Problem requirements | Report how many lines in the records that follow have the word "item" in them, giving the number and nothing more.

Records for the task |

'''

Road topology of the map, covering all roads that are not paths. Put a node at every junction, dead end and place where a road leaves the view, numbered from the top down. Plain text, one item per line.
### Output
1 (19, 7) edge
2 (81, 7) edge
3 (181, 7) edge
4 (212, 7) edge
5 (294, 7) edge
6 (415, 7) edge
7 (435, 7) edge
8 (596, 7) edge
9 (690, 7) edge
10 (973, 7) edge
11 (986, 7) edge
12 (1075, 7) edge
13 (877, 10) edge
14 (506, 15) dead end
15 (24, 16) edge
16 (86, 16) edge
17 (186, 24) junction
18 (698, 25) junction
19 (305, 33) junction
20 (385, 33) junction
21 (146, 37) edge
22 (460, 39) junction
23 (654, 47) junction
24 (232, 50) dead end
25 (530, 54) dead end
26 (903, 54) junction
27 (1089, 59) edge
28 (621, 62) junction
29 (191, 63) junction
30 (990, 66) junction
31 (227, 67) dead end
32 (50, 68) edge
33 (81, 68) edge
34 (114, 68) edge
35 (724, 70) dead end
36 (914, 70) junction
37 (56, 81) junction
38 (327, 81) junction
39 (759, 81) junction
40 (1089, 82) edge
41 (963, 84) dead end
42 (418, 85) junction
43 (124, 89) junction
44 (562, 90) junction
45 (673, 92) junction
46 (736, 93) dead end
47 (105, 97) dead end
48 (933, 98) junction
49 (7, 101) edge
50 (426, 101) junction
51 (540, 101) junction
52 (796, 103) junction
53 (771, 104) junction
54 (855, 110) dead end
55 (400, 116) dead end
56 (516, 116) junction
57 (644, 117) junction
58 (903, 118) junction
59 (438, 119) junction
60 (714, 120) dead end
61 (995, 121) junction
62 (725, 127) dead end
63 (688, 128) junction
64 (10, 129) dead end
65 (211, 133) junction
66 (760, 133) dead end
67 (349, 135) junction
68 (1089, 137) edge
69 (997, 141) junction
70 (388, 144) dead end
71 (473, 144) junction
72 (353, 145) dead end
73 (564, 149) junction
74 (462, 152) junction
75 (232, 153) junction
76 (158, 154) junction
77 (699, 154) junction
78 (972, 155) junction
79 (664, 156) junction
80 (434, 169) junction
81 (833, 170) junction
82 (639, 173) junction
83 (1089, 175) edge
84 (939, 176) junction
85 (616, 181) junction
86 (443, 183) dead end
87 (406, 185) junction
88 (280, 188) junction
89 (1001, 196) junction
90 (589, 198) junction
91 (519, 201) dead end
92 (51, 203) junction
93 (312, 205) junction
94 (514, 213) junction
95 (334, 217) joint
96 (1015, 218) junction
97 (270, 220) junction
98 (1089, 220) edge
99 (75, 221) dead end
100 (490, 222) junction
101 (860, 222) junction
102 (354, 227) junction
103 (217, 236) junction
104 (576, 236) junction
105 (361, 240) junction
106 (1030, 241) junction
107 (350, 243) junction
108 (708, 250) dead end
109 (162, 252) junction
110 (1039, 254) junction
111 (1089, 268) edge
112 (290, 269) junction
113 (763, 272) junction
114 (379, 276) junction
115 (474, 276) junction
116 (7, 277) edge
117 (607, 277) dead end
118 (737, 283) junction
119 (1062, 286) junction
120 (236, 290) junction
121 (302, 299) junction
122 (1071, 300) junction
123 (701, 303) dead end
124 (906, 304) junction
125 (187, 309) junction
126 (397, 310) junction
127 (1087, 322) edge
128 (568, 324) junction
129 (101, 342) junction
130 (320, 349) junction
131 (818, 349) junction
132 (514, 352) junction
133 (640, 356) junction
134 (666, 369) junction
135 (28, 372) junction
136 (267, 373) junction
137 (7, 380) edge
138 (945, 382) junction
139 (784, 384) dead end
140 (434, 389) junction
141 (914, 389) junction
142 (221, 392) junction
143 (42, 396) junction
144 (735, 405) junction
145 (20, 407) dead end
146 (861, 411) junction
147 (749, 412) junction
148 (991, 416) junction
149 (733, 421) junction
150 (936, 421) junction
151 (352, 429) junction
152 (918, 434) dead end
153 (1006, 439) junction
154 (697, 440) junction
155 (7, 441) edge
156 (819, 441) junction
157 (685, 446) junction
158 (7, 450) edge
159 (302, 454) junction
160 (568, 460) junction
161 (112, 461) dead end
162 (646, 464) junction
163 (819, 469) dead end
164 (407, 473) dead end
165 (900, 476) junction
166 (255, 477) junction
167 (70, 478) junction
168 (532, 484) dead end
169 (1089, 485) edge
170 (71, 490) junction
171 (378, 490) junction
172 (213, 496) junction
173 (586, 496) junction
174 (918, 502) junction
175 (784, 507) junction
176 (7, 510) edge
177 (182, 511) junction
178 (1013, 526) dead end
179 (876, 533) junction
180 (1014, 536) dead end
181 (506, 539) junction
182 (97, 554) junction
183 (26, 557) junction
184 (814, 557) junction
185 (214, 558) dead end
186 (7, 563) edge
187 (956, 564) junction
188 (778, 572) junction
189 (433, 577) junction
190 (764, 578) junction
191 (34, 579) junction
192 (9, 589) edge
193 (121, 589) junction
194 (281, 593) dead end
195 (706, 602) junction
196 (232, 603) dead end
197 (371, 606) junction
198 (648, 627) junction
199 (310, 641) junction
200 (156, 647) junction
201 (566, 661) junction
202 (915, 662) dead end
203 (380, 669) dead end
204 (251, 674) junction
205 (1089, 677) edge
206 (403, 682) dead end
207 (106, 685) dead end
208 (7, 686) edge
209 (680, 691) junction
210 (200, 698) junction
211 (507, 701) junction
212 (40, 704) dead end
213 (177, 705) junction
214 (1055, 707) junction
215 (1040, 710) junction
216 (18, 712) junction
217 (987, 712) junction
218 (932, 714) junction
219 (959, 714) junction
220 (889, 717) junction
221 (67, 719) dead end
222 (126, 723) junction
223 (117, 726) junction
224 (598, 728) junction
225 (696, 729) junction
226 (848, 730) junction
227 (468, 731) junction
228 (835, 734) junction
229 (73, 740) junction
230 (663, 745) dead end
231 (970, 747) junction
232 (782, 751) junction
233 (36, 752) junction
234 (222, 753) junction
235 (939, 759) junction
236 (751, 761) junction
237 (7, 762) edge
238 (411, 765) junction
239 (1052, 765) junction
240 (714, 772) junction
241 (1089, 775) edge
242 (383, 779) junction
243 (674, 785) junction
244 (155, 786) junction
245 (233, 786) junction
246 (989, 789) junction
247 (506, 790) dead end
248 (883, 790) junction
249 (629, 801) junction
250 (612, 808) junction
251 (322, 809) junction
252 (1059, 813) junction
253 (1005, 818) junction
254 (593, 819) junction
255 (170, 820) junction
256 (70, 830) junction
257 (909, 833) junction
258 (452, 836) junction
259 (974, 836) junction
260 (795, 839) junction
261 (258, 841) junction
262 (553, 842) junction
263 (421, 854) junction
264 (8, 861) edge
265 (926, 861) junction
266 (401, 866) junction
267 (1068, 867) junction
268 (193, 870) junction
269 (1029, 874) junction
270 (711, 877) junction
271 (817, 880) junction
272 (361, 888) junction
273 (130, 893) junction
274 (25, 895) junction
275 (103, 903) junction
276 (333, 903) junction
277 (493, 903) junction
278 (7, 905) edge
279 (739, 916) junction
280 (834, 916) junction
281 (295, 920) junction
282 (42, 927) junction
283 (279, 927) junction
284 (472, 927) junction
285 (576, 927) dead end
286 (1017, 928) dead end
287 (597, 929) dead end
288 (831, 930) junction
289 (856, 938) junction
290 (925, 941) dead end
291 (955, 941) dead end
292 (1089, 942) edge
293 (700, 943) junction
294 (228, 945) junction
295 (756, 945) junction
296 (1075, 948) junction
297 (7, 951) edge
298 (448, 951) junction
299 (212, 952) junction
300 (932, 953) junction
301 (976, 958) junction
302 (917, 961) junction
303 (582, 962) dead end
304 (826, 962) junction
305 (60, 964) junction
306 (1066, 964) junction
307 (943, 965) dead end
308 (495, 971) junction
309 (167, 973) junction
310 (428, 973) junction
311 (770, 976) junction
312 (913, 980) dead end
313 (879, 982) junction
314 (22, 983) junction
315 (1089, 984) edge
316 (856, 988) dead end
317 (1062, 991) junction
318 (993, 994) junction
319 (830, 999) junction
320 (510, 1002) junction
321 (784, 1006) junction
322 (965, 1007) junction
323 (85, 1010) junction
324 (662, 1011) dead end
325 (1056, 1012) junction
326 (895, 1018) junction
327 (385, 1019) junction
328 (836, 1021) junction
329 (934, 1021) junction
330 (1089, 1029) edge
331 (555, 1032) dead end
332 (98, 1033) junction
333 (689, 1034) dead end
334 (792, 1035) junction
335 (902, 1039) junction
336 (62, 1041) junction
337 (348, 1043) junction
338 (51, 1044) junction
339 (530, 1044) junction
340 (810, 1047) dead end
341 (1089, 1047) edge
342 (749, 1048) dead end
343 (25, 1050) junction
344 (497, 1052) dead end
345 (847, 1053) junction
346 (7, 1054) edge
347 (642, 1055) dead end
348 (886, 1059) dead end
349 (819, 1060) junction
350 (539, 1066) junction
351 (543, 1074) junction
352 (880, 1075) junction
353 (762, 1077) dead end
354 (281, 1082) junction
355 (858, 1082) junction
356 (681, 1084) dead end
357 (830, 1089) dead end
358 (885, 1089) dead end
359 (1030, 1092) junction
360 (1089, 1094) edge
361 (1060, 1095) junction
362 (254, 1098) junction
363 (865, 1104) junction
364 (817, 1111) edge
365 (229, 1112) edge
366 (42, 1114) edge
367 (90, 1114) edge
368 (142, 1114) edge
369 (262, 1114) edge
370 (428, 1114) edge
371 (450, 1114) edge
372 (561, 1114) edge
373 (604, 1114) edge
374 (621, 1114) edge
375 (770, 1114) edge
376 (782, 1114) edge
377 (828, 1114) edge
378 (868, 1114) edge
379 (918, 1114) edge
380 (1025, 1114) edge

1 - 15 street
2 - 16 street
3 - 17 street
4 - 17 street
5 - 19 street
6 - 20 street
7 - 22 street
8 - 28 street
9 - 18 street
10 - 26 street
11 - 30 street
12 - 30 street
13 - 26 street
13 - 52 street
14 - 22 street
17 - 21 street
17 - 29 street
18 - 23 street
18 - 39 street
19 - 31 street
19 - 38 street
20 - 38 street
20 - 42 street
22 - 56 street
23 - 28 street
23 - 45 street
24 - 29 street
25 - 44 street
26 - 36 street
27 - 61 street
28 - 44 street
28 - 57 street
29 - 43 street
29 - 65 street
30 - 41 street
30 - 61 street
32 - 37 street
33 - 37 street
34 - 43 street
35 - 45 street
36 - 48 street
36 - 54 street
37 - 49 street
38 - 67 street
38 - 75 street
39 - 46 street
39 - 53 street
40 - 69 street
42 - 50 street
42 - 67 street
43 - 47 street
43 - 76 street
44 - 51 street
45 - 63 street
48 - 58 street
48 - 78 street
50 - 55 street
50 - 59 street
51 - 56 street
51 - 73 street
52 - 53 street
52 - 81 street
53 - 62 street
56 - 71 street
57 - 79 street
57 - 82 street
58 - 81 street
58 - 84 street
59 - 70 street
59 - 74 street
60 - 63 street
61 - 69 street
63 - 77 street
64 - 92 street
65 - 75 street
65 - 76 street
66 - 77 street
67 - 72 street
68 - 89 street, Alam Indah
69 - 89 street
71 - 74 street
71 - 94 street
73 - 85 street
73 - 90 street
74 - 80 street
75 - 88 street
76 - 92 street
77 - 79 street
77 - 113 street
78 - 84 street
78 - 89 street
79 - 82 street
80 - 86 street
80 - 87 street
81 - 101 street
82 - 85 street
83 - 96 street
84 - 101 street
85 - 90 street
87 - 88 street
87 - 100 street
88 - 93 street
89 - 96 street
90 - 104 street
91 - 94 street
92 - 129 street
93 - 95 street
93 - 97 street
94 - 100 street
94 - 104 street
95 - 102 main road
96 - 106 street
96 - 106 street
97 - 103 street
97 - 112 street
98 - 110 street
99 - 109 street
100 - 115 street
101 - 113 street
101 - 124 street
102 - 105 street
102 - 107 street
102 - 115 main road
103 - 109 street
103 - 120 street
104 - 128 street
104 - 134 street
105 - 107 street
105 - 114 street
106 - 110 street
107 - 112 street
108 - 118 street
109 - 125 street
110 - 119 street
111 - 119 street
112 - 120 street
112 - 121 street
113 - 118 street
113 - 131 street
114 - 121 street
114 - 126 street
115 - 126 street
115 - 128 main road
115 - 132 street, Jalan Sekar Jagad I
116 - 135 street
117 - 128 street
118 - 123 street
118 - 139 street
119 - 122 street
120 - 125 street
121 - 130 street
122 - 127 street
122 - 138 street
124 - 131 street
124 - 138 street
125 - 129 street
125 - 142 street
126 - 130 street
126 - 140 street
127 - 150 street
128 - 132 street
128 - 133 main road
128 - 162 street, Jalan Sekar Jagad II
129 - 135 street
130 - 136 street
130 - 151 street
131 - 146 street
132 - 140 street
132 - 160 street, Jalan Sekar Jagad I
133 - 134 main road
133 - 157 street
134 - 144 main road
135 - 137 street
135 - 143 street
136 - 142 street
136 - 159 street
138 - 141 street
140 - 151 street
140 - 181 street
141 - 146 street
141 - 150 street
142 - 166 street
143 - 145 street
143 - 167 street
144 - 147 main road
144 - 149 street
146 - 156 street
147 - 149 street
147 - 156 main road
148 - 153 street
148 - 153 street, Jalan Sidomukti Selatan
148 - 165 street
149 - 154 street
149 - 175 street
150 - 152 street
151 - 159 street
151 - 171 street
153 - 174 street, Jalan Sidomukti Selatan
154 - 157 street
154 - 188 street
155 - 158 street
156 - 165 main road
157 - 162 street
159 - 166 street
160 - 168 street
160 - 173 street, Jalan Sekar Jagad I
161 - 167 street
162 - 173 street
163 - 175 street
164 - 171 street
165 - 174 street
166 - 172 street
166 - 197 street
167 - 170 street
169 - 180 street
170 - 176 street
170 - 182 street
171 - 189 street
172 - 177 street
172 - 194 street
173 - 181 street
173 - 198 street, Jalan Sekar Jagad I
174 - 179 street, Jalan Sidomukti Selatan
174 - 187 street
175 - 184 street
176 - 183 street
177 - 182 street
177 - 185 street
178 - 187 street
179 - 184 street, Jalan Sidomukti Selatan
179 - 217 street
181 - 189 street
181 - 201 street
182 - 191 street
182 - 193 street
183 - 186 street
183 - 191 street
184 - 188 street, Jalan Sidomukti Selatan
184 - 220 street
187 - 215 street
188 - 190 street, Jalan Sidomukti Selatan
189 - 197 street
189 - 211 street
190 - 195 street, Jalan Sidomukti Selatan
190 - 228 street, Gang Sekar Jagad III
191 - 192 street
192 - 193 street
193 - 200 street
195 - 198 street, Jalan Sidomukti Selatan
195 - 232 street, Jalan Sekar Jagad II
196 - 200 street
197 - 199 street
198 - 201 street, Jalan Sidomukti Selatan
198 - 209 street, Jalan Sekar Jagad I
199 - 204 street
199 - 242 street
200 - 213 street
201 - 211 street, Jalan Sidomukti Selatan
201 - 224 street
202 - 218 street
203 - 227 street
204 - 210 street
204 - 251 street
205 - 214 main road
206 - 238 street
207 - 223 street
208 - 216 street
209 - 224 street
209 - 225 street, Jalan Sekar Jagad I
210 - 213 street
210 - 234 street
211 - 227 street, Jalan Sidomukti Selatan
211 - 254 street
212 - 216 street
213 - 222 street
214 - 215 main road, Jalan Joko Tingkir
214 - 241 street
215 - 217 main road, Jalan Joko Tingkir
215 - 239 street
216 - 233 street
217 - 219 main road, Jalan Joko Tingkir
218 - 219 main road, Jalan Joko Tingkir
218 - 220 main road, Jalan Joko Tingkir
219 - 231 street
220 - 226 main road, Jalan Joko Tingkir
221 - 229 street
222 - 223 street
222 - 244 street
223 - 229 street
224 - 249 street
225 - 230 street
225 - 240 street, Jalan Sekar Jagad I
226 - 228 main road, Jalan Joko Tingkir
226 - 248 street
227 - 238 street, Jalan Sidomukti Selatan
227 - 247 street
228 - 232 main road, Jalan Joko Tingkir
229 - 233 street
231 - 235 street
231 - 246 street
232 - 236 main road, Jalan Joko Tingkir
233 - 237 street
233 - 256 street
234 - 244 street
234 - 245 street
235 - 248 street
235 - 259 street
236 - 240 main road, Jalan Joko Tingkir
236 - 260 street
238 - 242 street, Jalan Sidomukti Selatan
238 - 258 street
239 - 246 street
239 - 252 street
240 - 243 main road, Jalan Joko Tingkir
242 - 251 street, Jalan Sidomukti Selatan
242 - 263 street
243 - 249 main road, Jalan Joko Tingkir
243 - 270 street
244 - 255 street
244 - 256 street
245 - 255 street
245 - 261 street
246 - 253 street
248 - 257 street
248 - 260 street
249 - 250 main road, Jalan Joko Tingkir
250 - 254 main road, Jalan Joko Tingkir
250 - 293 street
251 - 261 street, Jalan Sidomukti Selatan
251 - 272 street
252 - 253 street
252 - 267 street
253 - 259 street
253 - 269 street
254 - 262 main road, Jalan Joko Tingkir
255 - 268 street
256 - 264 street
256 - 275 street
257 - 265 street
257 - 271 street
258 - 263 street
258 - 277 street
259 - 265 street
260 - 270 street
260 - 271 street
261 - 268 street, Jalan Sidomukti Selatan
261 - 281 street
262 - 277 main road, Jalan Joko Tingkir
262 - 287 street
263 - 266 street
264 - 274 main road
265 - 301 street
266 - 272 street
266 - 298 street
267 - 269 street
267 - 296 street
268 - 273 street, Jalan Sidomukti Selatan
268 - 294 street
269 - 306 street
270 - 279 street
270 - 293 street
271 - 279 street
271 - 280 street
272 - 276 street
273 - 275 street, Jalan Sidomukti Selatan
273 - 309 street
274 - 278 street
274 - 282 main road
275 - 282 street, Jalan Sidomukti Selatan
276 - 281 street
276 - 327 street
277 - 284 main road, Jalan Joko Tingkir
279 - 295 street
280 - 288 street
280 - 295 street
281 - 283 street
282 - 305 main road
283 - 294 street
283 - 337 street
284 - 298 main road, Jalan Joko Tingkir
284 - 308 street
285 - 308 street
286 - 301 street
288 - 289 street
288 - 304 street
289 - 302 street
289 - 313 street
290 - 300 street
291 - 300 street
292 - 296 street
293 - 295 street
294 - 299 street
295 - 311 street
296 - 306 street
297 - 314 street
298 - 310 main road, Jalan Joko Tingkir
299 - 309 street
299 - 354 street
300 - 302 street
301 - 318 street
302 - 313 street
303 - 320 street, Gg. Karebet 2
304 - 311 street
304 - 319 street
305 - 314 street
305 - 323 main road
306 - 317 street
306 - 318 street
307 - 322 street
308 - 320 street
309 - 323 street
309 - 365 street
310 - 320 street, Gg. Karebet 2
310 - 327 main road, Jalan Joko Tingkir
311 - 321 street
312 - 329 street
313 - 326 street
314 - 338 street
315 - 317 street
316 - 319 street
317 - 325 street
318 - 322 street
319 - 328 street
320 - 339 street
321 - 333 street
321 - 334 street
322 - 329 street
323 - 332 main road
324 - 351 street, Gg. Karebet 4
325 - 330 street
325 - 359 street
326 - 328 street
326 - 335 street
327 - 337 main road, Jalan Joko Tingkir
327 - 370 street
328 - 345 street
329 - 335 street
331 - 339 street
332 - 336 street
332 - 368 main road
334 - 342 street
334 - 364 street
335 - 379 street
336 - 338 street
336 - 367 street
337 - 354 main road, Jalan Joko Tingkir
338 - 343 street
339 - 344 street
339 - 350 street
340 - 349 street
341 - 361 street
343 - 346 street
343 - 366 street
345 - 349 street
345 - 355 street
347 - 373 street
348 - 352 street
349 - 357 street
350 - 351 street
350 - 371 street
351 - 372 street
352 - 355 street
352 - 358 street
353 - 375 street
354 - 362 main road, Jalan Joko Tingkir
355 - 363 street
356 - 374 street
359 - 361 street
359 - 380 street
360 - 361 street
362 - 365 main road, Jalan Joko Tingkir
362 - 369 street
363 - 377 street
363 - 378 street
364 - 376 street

'''
'''

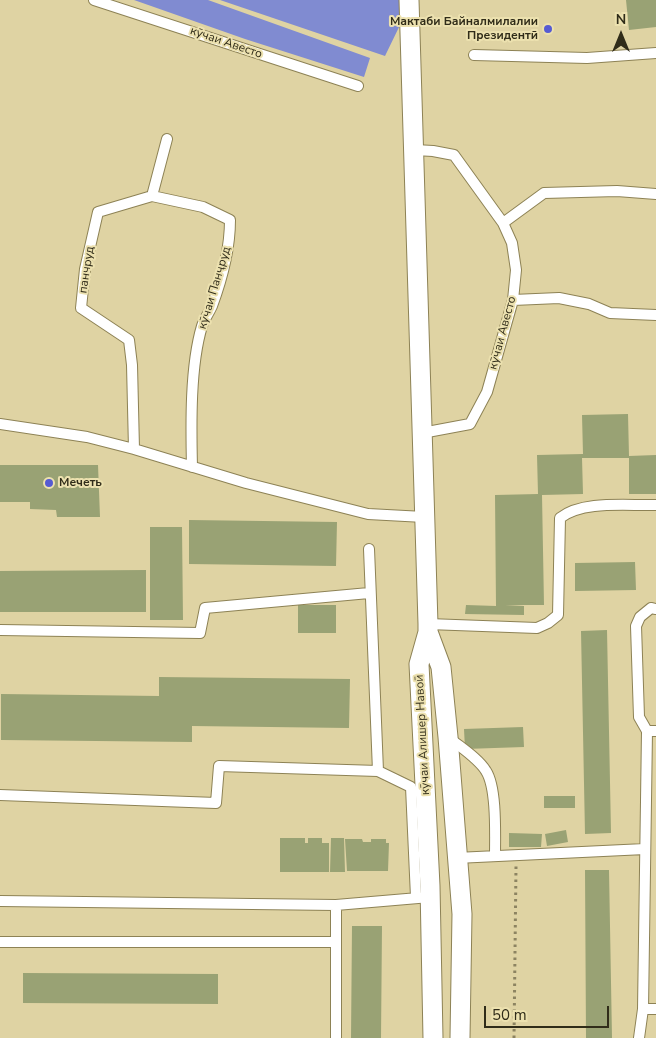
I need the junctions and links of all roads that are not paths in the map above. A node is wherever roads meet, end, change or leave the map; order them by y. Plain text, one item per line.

'''

Task answer | 2